* Exercise
Wherever the word "list" appears in a line of the data, that line should be copied.
___ Entries provided ___
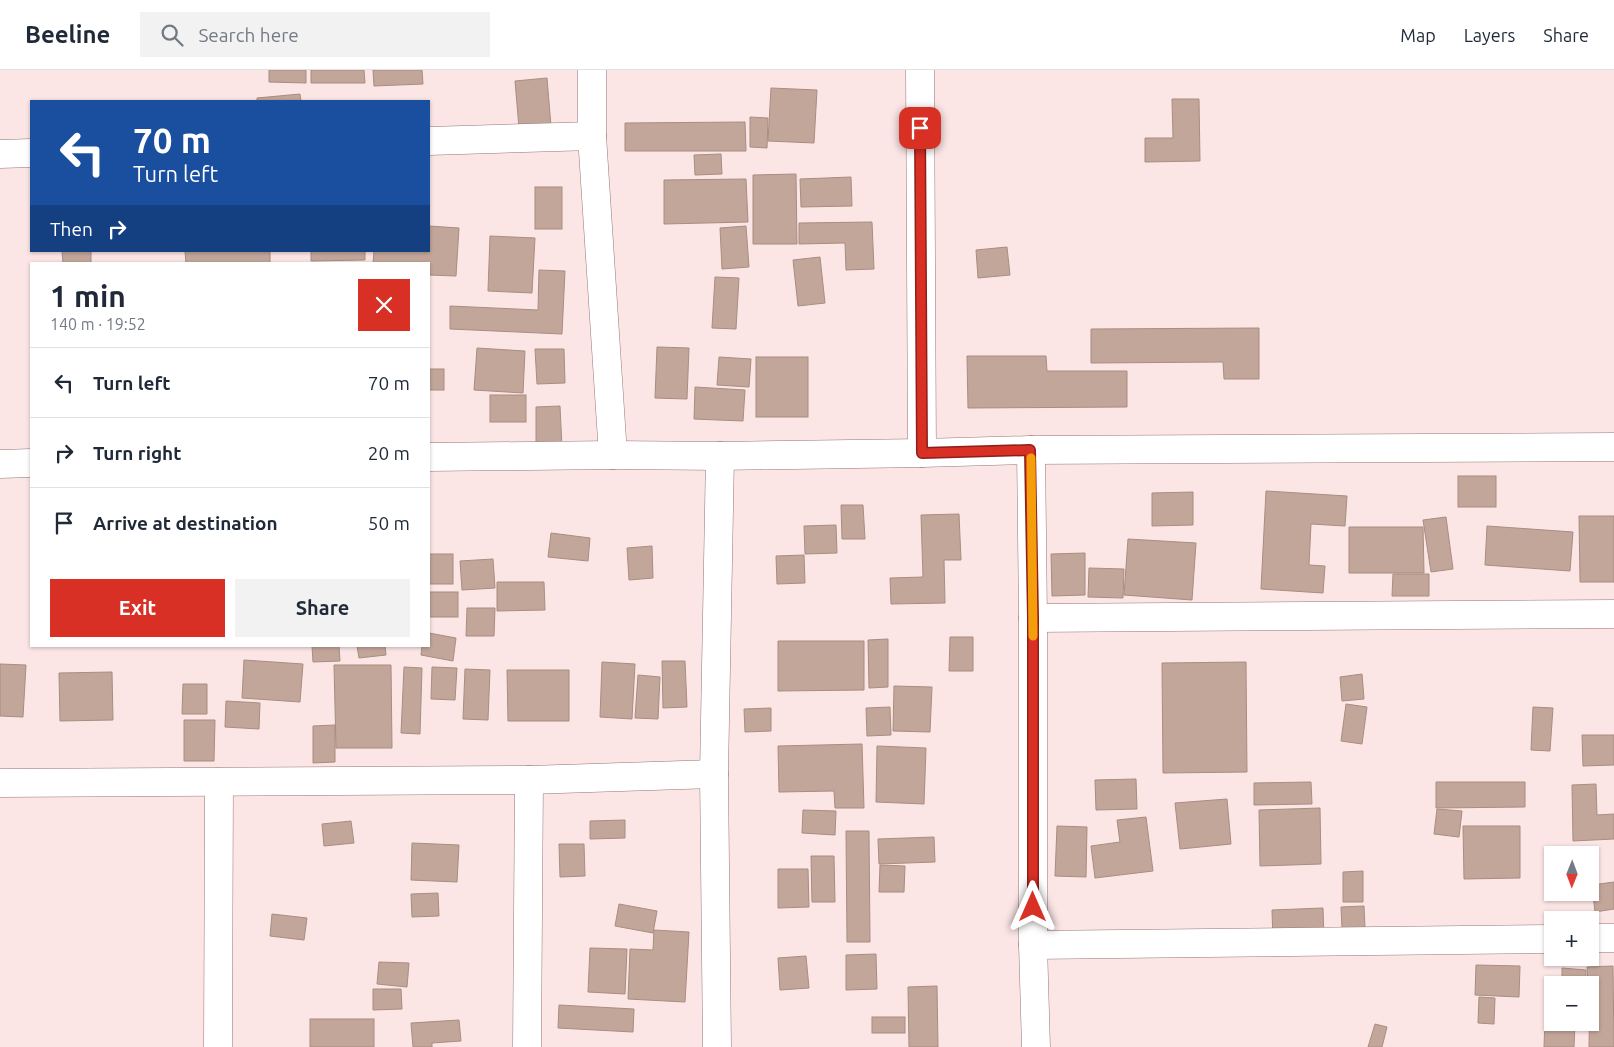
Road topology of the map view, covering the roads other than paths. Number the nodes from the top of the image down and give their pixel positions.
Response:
___
___ Entries provided ___
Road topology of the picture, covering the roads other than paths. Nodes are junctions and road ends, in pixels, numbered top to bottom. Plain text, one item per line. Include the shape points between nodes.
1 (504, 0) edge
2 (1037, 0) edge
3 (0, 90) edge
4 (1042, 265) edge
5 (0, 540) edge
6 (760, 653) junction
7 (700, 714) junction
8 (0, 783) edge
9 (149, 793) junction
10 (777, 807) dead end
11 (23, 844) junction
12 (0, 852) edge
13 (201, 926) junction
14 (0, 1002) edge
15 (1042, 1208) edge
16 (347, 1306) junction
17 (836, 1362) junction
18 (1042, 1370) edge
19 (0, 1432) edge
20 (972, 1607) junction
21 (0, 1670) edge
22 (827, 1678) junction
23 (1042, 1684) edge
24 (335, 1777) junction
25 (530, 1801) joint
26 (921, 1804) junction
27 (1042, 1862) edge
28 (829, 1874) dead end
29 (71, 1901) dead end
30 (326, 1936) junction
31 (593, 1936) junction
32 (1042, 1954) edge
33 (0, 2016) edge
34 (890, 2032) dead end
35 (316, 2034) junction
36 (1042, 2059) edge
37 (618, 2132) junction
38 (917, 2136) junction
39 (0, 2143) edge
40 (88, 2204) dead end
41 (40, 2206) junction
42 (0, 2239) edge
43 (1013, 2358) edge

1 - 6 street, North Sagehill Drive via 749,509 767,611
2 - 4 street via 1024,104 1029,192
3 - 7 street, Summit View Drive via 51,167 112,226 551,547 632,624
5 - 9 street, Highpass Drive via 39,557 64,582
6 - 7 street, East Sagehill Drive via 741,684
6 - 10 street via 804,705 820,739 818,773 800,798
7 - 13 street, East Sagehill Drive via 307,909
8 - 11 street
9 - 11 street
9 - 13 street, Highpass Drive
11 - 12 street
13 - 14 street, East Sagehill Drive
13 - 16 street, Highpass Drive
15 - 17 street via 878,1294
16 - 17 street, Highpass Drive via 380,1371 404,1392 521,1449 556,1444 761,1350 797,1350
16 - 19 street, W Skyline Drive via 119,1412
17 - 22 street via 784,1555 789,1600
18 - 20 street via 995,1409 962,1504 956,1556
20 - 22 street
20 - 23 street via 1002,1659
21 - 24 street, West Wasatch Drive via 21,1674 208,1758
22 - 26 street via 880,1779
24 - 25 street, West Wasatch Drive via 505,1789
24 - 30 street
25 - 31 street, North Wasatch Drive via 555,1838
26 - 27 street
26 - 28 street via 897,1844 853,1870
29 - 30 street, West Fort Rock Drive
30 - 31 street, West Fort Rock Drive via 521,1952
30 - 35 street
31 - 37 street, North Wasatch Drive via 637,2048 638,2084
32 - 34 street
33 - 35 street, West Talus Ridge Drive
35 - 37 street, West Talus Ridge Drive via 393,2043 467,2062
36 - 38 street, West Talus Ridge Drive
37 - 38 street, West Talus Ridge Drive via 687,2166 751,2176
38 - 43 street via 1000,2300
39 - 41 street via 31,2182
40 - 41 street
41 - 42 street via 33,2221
___
___ Entries provided ___
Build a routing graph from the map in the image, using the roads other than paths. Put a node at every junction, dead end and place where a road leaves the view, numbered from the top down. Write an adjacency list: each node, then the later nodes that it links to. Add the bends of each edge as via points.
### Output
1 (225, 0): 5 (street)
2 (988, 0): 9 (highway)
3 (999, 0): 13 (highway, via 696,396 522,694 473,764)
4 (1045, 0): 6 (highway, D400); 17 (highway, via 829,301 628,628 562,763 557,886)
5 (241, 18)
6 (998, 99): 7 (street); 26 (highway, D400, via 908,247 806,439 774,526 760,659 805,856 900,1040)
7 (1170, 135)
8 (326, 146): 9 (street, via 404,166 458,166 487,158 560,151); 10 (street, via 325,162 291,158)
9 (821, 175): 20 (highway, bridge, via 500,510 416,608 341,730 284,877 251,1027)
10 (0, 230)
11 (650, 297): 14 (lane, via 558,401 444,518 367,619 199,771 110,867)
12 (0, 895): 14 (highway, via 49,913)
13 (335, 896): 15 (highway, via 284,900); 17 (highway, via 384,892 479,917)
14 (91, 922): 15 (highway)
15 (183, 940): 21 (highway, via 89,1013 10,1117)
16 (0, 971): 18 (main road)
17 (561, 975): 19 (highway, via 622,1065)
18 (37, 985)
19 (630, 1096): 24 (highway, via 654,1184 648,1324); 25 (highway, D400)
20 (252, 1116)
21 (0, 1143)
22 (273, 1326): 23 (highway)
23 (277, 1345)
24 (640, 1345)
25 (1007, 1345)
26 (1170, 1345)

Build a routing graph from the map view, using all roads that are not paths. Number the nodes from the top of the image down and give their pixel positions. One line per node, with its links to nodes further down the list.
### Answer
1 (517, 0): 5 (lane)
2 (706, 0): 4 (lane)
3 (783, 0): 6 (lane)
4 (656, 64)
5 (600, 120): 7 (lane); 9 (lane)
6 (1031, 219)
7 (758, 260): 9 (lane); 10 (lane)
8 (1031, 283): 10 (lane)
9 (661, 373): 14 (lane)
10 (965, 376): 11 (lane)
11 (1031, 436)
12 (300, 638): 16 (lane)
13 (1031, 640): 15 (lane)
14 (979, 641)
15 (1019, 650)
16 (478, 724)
___
* Your response
Build a routing graph from the map in the image, using the roads other than paths. Put a node at every junction, dead end and place where a road leaves the view, numbered from the top down. Write an adjacency list: each node, then the later nodes that it links to. Add the bends of each edge as via points.
Build a routing graph from the map view, using all roads that are not paths. Number the nodes from the top of the image down and give their pixel positions. One line per node, with its links to nodes further down the list.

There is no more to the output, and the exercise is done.